Hi Ben, 

Sorry for the late response.  Thanks for pointing us in the right 
direction.  After reviewing the inspector code related to CallFrame, we 
found that the inspector is using the DebugScopeIterator 
(v8/src/debug/debug-scope-iterator.h) to gather scope information, and we 
were able to use it to extract this information. 

Thanks for the help, 
Joey









On Monday, April 26, 2021 at 5:06:18 AM UTC-4 Ben Noordhuis wrote:

> On Fri, Apr 23, 2021 at 4:42 PM Joey Allen <allen...@gmail.com> wrote:
> >
> >
> > Hello all,
> >
> > We are working on a research project and one functionality we are trying 
> to implement is to hook the entry point of a JS function, and then 
> backtrack to determine the scope in which the input parameters for this 
> function were created.
> >
> > To implement hooking the entry point of a function, we used an approach 
> similar to the --trace flag, and it is working well.
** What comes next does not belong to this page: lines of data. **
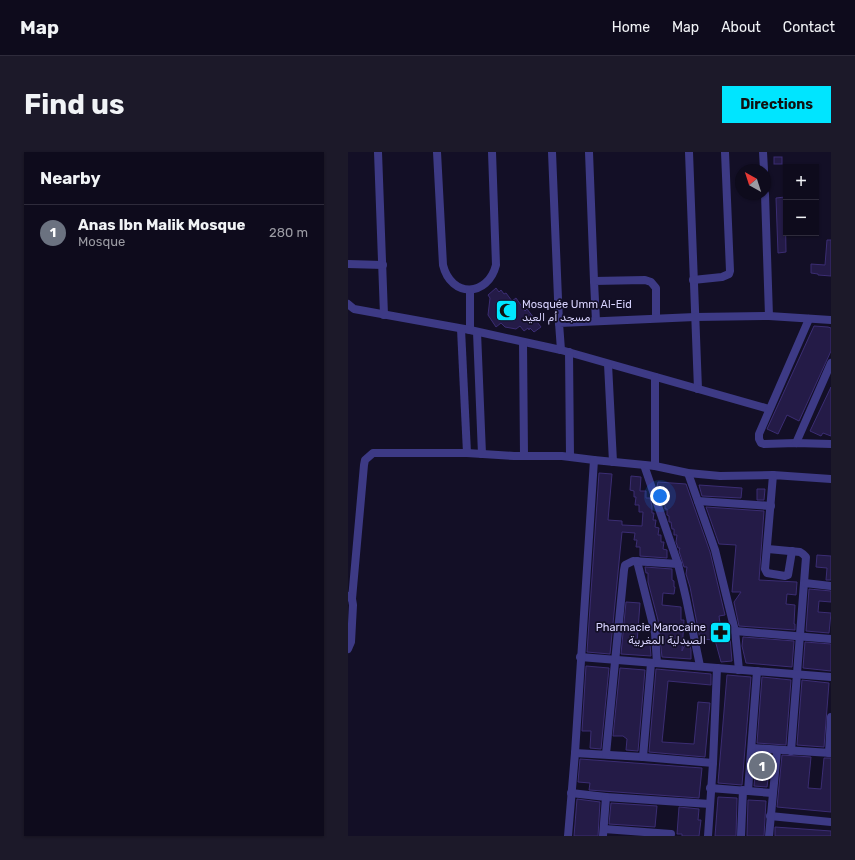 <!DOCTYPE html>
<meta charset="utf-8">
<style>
:root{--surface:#0e0b1c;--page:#1c1929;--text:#f1f3f6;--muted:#9b9ba3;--line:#2e2b3b;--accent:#00e5ff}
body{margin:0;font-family:Rubik,Vazirmatn,sans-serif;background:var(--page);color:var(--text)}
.controls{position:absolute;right:12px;top:12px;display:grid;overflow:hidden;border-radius:0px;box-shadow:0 1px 3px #0004}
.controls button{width:36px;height:36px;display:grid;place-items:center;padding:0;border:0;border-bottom:1px solid var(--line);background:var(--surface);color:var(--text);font:20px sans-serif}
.compass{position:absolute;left:387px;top:12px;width:36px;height:36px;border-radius:50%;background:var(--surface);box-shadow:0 1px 3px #0004;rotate:321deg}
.you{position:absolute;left:312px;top:344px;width:14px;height:14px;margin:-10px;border:3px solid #fff;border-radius:50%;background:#1a73e8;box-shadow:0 0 0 6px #1a73e833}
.badge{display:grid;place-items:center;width:26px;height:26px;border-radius:50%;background:var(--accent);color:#fff;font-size:13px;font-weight:700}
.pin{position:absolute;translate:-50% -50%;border:2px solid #fff;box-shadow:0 1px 4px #0006}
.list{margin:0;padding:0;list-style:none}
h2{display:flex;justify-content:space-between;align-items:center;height:52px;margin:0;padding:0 16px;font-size:17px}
h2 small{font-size:13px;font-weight:400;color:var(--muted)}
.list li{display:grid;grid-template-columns:26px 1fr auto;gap:12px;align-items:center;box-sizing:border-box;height:56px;padding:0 16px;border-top:1px solid var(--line)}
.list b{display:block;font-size:15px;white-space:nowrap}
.list p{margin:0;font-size:13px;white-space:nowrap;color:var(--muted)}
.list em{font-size:13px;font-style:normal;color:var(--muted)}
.map{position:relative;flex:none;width:483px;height:684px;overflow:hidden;border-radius:0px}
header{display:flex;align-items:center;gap:24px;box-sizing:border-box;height:56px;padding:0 20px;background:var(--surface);border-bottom:1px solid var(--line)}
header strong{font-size:19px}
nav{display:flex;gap:22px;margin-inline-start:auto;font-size:14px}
.intro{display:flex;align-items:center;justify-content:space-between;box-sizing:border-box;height:96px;padding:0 24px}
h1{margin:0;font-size:28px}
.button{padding:10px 18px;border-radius:0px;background:var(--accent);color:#111;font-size:14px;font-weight:700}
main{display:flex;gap:24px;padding:0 24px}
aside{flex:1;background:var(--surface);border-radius:0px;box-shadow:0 1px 3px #0004}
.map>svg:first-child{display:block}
.building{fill:#241b47;stroke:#3b2d73}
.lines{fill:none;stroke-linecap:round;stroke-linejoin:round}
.minor{stroke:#3d3a85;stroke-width:8}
.labels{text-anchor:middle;stroke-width:3.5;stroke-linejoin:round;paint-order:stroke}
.poi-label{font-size:11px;fill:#d9d4ff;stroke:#130f26;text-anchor:start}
</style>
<header>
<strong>Map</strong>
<nav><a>Home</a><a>Map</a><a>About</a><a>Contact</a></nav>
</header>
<div class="intro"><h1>Find us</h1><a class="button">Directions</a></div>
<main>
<aside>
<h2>Nearby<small></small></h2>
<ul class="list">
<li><span class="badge" style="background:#6b7280">1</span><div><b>Anas Ibn Malik Mosque</b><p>Mosque</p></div><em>280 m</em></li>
</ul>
</aside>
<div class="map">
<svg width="483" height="684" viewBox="0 0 483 684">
<rect width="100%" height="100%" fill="#130f26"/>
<g class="building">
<rect x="426" y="5" width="8" height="7"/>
<path d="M 437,45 L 438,100 L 430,101 L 428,46 Z"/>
<path d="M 479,88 L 483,88 L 483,124 L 470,123 L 470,122 L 463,121 L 463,112 L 477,113 Z"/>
<path d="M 148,136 L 151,140 L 153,138 L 156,142 L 158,141 L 164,149 L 168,146 L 177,159 L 179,157 L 193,175 L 186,180 L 182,176 L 181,178 L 180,176 L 176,179 L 172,174 L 168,177 L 157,175 L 153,171 L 148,175 L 140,163 L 142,146 L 140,143 Z"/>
<path d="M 466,174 L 480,175 L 483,176 L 483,199 L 451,269 L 439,263 L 430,282 L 419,277 Z"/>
<path d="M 483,235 L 483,284 L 475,281 L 473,284 L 462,279 Z"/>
<path d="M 251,321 L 264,322 L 260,368 L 274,369 L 274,373 L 294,374 L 295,360 L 291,360 L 291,353 L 287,353 L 288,345 L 286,345 L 286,339 L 282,338 L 283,324 L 293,325 L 292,339 L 298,339 L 298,346 L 302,346 L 304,354 L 304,361 L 306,361 L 305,368 L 308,368 L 307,375 L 311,376 L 310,383 L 313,383 L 313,390 L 316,390 L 315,397 L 319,398 L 319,406 L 292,404 L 292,395 L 288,395 L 289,388 L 286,388 L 287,381 L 274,380 L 262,502 L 239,500 Z"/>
<path d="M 310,330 L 338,332 L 362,400 L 377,463 L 371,464 L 373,478 L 377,477 L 378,486 L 382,485 L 384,509 L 373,510 L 367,488 L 352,487 L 342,435 L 338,422 L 339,415 L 336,415 L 331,399 L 332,396 L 330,396 L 328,390 L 329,383 L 326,383 L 326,377 L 324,377 L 323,370 L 321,370 L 321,364 L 319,363 L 319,357 L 317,357 L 317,351 L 315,351 L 309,335 Z"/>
<path d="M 351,333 L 394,336 L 393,346 L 354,344 Z"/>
<path d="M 409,337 L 417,337 L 416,348 L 409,348 Z"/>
<path d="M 358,355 L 416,359 L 411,428 L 449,430 L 448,443 L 439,442 L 438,452 L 447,453 L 446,472 L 447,472 L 447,478 L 391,474 L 386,450 L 393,440 L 384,440 L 388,393 L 371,392 Z"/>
<path d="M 469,403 L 483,404 L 483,428 L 478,428 L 479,416 L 468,415 Z"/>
<path d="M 297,415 L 324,417 L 324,428 L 326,429 L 326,435 L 327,435 L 326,442 L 315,441 L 314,453 L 333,455 L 333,468 L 336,468 L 334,499 L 339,488 L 341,488 L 343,498 L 343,507 L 314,505 L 310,468 L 300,430 L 300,421 L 298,421 Z"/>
<path d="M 461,437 L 483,439 L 483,450 L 471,449 L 470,460 L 483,461 L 481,481 L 458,479 Z"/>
<path d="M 278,450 L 292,451 L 289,491 L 302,492 L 303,504 L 273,502 Z"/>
<path d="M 395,485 L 446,489 L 444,515 L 398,511 L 394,494 Z"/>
<path d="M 457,490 L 483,492 L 483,519 L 455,516 Z"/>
<path d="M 238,514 L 261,516 L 253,597 L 242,596 L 243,579 L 234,579 Z"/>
<path d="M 272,516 L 297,518 L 290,599 L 278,598 L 279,587 L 275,584 L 265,584 Z"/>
<path d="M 308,517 L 363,522 L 363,533 L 320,529 L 314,590 L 346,592 L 350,550 L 362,551 L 357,605 L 301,600 Z"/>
<path d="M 379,523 L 403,525 L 394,633 L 370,631 Z"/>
<path d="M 414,525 L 443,528 L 438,593 L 409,591 Z"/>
<path d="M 454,528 L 481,531 L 476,595 L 449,593 Z"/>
<path d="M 409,602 L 423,603 L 419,635 L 406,634 Z"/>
<path d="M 434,603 L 463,605 L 460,636 L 473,637 L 476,606 L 483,606 L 483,660 L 429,655 Z"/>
<path d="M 232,607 L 354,616 L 351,646 L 241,638 L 242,631 L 230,630 Z"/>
<path d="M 370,645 L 389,646 L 388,684 L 367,684 Z"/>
<path d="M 229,647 L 252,650 L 250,684 L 226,684 Z"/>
<path d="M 400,648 L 418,649 L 416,684 L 399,684 Z"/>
<path d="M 263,651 L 309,654 L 307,675 L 261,672 Z"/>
<path d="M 331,655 L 351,657 L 350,668 L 353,668 L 351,684 L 334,684 L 334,682 L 329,682 Z"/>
<path d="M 427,675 L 483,679 L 483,684 L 427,684 Z"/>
</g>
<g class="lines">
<g class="minor">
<path d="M 30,0 L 36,163"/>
<path d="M 89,0 L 95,113 C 103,146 140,145 148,113 L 144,0"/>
<path d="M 204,0 L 211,171"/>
<path d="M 241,0 L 246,129"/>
<path d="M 341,0 L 350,237"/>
<path d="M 415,0 L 416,18"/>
<path d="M 417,42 L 421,164"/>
<path d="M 0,112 L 35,113"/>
<path d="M 345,128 L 374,125 L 381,122 L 382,119 L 377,0"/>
<path d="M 122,138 L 122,178"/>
<path d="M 0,152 L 6,157 L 122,178 L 213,198 L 421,257"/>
<path d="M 461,167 L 411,282 L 411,287 L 413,291 L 416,292 L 448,291 L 483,292"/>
<path d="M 248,169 L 246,129 L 297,128 L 303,130 L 308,136 L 308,166"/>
<path d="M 113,177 L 119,301"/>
<path d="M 129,180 L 134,302"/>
<path d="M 175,190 L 176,304"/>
<path d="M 213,198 L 211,171 L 347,165 L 421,164 L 483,168"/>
<path d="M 221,200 L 222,304"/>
<path d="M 260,212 L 265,310"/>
<path d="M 448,291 L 483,211"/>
<path d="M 296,313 L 330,412 L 338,446 L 352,514"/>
<path d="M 307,314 L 307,225"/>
<path d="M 340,321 L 367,398 L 387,479 L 391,518"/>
<path d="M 350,349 L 423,354"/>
<path d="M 420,397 L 452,400 L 455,402 L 458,405 L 443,599"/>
<path d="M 444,399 L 440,423 L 437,424 L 419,421 L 417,417 L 425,323 L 483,327"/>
<path d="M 289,409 L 307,481 L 309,511"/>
<path d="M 457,431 L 483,434"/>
<path d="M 4,447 L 16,313 L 17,308 L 25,301 L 119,301 L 166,304 L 214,304 L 246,308"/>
<path d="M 387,479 L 483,487"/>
<path d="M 0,497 L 3,490 L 5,453 L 4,447 L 0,444"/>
<path d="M 232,505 L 483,525"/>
<path d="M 404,596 L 483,601"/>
<path d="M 227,601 L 295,605 L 365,611"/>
<path d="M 481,601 L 483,565"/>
<path d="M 258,602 L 276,418 L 277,413 L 285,409 L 330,412"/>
<path d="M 295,605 L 303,511"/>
<path d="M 362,636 L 424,641"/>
<path d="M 400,639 L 409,519"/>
<path d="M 223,641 L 258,645 L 362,652"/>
<path d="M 422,664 L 483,670"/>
<path d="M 256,677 L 323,682"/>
<path d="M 220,684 L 227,601 L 246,308 L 307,314 L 340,321 L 372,324 L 425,323"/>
<path d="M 255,684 L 258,645"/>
<path d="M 360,684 L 365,611 L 369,516"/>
<path d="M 393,684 L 395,638"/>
<path d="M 421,684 L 429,599"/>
</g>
</g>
<defs>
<symbol id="mosque-square" viewBox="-11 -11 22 22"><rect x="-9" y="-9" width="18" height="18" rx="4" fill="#00e5ff" stroke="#130f26"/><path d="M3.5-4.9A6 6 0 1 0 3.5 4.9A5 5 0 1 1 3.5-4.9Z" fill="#111"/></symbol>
<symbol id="pharmacy-square" viewBox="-11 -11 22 22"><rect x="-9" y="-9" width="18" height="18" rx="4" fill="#00e5ff" stroke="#130f26"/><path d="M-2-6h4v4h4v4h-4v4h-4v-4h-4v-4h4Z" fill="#111"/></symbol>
</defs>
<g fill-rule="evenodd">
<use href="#mosque-square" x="146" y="146" width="25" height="25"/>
<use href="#pharmacy-square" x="360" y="468" width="25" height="25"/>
</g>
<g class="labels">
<g class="poi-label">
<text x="174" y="156">Mosquée Umm Al-Eid<tspan x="174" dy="13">مسجد أم العيد</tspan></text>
<text x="358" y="479" text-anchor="end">Pharmacie Marocaine<tspan x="358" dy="13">الصيدلية المغربية</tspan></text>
</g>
</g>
</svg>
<div class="controls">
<button>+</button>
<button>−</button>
</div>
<svg class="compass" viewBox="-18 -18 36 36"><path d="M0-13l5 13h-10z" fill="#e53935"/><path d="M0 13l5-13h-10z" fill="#9b9ba3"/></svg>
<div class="you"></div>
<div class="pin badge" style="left:414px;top:614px;background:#6b7280">1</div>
</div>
</main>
However, we are facing 
> issues when implementing the "backtracking" to determine the creation scope 
> of the input parameters.
> >
> > To provide an example in what we are trying to achieve, I have provided 
> a sample program below. In this sample program, the goal of our 
> instrumentation will be to hook the send function and eventually learn that 
> the input parameter, data, was created in the sendDatafunction.
> >
> > Sample Program:
> >
> > function send(data) {
> > console.log(data)
> > }
> >
> > function preSend(data) {
> > send(data)
> > }
> >
> > function sendData() {
> > var data = "input-data"
> > preSend(data)
> > }
> >
> > sendData()
> >
> > Our Current Approach
> >
> > Our current approach to determine the creation scope is to iterate the 
> JS call stack, and then access the context for each function. Using the 
> context, we then are calling context.scope_info() to reference the 
> ScopeInfo, which will hopefully provide information related to the 
> variables created in this scope. The intuition behind this approach is 
> based on the comment in `src/objects/contexts.h` which suggests that at 
> runtime a parallel 'context stack' is created.
> >
> > However, we have found that when walking the Javascript stack, when we 
> check the context of each function, the context() method always returns a 
> NativeContext, which is the same for each function. For example, in the 
> snippet below, the object returned by it.frame()->context() is the same for 
> every function on the stack for the sample program above.
> >
> > Isolate* isolate = Isolate::Current();
> > JavaScriptFrameIterator it(isolate);
> > while (!it.done()) {
> > std::cout << "Function: " << it.frame()->function() << std::endl;
> > std::cout << "Context: " << it.frame()->context() << std::endl;
> > }
> >
> > Can anyone provide any suggestions on how to access the scope of a 
> specific function, and on the feasibility of this approach? We are also 
> open to other approaches for achieving this.
> >
> > thanks,
> > Joey
>
> Untried, but does it.frame()->function().context() give the expected 
> result?
>
> As a general observation: you can probably use the inspector protocol
> for this (see include/js_protocol.pdl, search for CallFrame). I
> suspect your current approach won't work for optimized code. The
> inspector takes cares of deoptimizing what needs deoptimizing.